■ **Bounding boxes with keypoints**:
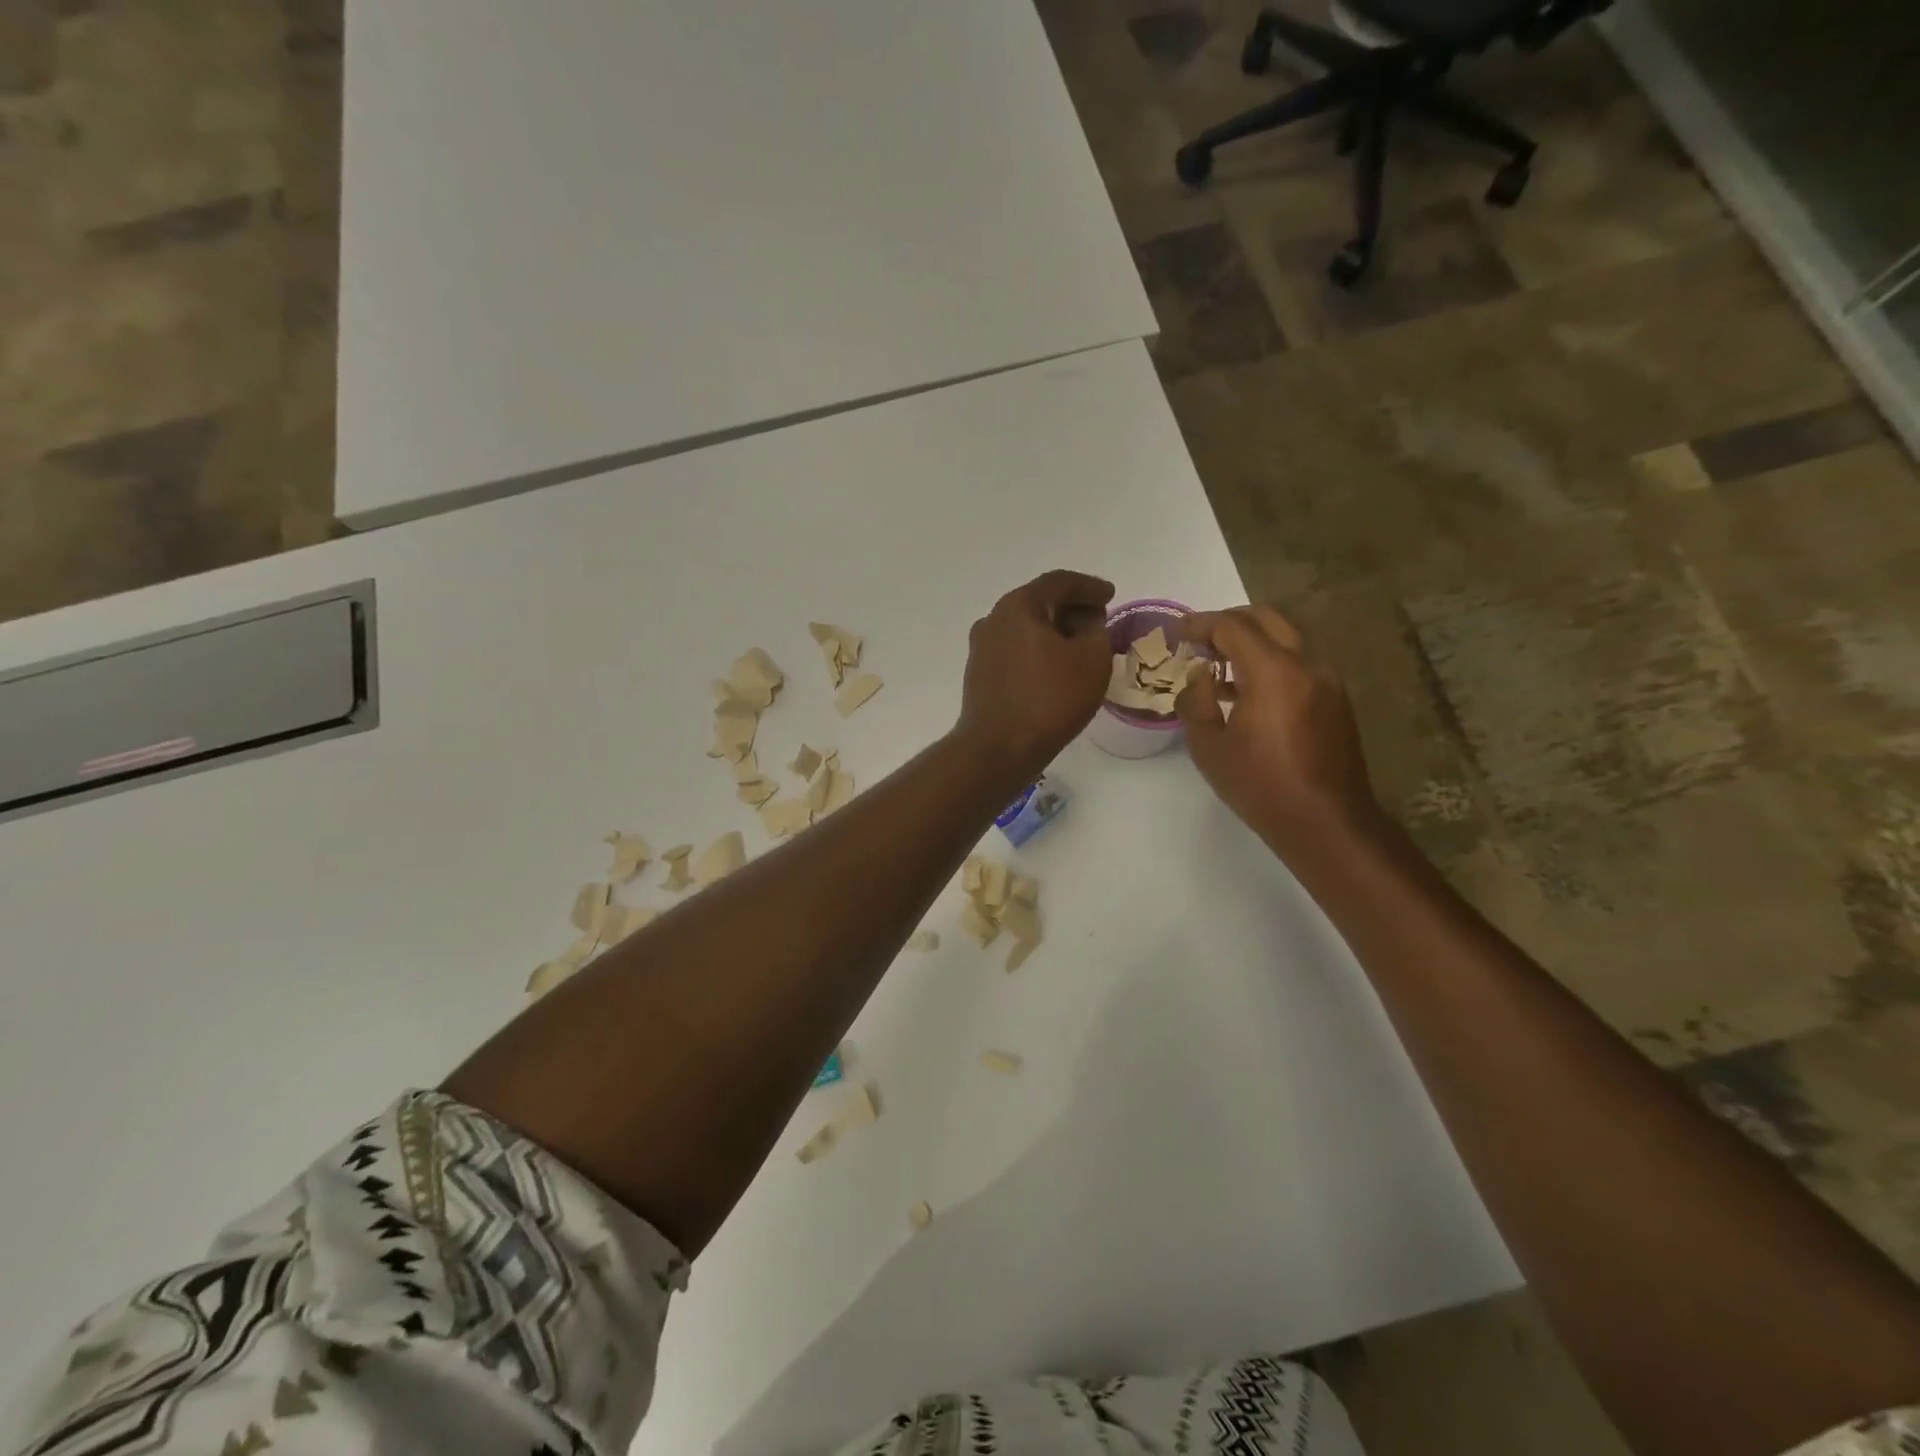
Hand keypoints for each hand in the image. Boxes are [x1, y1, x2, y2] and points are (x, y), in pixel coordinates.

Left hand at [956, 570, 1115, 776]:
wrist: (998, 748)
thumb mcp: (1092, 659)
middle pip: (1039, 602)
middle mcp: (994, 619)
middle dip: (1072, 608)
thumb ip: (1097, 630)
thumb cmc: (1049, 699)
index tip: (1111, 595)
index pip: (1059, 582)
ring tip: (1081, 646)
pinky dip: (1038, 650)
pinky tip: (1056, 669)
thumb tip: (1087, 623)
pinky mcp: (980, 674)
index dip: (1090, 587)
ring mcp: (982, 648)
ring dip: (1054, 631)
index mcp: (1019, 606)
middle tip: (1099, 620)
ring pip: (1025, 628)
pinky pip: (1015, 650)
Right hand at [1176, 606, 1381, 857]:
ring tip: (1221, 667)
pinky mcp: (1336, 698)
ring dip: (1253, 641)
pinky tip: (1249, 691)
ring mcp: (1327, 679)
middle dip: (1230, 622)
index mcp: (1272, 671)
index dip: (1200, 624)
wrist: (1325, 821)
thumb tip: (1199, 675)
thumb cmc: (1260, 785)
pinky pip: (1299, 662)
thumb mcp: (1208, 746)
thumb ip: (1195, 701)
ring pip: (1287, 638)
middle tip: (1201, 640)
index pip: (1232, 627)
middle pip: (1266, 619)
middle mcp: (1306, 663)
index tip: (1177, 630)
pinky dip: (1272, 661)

---

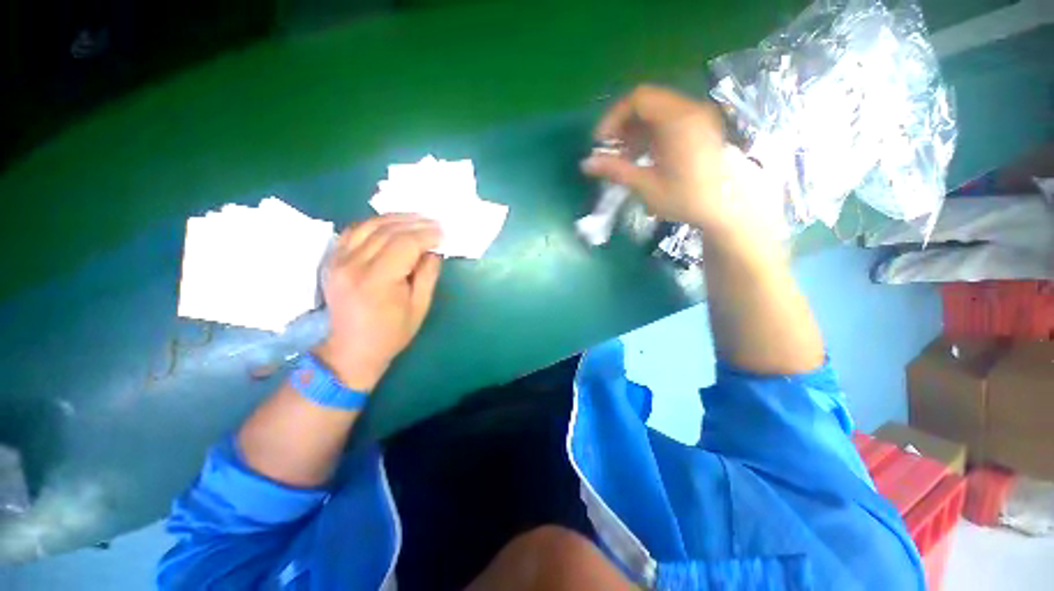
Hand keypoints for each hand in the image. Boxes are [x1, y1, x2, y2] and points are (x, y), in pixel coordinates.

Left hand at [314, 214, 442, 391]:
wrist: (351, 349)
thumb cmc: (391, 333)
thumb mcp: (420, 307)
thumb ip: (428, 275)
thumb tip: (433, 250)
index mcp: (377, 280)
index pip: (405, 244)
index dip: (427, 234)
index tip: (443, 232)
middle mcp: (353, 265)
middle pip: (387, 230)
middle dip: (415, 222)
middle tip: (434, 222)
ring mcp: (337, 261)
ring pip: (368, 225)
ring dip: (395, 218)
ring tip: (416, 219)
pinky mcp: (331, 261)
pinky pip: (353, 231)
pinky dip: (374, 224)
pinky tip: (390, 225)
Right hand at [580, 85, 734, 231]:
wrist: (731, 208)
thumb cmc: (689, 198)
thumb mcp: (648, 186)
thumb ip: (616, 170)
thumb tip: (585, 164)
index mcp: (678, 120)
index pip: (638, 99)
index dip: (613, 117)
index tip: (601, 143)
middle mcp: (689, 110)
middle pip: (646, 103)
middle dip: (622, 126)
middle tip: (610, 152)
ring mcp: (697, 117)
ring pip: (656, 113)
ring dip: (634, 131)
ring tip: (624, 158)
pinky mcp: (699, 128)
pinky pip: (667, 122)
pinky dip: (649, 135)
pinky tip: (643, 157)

■ **EXERCISE DESCRIPTION**:
Return exactly the lines above from the line that has "ring pip: (656, 113)" through the line that has "pinky tip: (643, 157)", inclusive, and nothing else.

■ **RESULT FOR THIS TASK**:
ring pip: (656, 113)
ring dip: (634, 131)
ring tip: (624, 158)
pinky mcp: (699, 128)
pinky pip: (667, 122)
pinky dip: (649, 135)
pinky tip: (643, 157)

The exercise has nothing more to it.